# Try it:
When a line of the entries contains the word "Straße", report that line.

# Saved data entries:
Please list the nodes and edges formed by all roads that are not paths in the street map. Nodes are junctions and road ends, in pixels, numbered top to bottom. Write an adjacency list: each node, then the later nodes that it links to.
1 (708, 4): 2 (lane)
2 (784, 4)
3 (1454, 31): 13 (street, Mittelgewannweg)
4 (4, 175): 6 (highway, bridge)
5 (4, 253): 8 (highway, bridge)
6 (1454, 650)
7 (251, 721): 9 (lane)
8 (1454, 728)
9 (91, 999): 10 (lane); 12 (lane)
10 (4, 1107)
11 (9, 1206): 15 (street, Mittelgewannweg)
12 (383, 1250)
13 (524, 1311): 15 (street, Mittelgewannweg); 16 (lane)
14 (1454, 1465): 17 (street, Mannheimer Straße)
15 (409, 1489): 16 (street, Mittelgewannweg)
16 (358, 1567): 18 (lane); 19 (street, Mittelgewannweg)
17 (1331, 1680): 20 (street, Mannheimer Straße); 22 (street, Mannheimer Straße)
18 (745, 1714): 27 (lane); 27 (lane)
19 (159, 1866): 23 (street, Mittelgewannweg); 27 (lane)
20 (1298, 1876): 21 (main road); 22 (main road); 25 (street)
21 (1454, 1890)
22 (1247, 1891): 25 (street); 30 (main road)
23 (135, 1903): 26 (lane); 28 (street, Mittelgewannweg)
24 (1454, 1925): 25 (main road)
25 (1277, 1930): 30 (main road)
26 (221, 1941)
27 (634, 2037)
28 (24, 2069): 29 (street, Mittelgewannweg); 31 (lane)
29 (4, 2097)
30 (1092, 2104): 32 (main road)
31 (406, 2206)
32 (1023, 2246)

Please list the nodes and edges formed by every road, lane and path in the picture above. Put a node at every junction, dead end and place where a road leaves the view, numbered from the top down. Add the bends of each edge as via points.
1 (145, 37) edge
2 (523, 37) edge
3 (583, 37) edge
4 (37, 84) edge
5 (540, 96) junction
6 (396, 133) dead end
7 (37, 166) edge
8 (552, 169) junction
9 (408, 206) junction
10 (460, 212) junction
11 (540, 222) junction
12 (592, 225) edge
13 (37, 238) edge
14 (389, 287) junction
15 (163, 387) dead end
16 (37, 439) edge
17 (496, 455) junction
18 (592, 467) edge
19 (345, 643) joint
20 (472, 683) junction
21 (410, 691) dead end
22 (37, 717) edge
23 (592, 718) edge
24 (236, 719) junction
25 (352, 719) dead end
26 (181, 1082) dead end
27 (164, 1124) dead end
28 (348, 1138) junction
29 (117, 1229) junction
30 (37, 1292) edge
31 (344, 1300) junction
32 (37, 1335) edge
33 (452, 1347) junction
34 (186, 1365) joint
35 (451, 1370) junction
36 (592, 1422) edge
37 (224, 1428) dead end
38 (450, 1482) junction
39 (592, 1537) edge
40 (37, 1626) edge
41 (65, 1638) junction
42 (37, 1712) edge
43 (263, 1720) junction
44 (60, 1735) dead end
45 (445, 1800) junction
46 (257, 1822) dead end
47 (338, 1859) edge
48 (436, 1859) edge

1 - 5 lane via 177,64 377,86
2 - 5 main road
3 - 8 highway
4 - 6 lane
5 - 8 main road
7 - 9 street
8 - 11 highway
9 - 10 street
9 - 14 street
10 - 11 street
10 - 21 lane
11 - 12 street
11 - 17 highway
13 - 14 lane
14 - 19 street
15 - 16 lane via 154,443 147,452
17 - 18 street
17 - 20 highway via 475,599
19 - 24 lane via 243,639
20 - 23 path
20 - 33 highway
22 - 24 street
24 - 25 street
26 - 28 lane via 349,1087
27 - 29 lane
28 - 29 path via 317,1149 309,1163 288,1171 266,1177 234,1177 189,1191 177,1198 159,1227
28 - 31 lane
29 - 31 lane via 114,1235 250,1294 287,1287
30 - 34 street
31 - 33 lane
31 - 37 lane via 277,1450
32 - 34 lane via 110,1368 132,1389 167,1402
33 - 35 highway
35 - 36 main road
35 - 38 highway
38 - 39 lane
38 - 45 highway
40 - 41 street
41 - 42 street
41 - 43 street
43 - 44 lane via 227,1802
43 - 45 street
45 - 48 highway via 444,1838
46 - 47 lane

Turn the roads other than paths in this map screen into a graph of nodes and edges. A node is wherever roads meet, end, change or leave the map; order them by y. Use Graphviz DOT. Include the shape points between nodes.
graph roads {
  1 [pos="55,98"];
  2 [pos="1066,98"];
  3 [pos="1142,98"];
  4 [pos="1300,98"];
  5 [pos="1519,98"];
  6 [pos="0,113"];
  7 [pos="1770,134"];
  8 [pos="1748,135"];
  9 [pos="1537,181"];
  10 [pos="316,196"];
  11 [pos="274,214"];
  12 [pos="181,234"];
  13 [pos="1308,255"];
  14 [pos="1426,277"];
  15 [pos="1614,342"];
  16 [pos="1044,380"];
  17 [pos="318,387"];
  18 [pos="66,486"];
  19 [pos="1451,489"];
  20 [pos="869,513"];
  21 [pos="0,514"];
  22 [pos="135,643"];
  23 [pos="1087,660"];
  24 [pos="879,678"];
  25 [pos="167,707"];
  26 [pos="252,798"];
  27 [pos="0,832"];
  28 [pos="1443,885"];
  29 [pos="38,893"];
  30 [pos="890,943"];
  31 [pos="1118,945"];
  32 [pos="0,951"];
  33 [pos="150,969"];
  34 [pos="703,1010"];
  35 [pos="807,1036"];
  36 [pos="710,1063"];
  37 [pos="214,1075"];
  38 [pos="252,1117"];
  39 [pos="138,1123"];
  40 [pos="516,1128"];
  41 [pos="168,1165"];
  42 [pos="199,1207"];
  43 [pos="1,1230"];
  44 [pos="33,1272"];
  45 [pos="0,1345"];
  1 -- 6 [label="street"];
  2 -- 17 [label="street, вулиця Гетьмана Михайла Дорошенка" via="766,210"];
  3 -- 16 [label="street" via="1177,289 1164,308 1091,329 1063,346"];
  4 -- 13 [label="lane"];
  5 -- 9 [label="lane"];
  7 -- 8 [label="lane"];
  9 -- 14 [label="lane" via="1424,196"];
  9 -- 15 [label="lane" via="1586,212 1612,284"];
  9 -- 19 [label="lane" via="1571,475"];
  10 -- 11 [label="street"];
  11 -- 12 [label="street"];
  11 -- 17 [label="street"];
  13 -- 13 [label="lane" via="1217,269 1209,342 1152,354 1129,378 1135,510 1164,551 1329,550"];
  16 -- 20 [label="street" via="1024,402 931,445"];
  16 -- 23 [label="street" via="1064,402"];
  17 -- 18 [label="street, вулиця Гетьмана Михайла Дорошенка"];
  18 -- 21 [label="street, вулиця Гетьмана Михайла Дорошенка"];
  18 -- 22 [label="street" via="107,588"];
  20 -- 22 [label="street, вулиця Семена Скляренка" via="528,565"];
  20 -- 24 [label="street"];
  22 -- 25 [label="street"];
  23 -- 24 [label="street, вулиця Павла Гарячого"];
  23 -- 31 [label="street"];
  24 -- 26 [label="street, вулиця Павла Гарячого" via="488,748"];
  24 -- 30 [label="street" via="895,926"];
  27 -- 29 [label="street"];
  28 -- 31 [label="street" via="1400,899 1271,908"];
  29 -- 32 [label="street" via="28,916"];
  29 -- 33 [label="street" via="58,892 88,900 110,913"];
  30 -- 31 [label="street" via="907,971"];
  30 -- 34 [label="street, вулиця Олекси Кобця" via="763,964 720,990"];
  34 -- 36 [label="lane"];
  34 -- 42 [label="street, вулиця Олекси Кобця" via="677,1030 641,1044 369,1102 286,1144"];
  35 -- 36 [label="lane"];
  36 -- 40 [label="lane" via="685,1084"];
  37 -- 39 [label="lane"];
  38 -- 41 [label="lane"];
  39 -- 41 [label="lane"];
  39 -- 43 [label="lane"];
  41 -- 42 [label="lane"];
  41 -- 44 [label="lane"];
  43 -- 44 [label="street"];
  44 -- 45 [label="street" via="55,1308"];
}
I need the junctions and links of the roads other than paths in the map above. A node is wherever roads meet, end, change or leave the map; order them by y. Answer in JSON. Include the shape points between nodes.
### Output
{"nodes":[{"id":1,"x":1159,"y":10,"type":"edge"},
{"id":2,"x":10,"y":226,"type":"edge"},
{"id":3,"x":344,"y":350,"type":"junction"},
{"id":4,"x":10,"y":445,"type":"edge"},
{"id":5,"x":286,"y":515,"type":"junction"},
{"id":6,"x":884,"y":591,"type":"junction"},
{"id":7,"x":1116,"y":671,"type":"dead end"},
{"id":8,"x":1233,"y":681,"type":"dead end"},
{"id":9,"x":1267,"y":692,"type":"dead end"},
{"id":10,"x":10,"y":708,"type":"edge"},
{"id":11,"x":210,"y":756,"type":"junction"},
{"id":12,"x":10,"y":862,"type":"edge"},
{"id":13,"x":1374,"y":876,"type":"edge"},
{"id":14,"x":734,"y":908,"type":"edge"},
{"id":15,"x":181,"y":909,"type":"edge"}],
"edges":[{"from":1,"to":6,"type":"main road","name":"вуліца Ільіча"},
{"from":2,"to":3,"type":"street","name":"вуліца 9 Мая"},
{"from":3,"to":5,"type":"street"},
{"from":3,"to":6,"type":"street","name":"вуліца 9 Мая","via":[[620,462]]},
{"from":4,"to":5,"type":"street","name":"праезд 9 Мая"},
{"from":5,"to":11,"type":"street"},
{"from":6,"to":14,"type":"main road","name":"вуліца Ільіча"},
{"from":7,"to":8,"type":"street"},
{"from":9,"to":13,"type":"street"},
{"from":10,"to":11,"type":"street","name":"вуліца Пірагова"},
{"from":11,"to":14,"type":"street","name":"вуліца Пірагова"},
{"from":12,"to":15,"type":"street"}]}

# Answer to this task:
14 (1454, 1465): 17 (street, Mannheimer Straße)
17 (1331, 1680): 20 (street, Mannheimer Straße); 22 (street, Mannheimer Straße)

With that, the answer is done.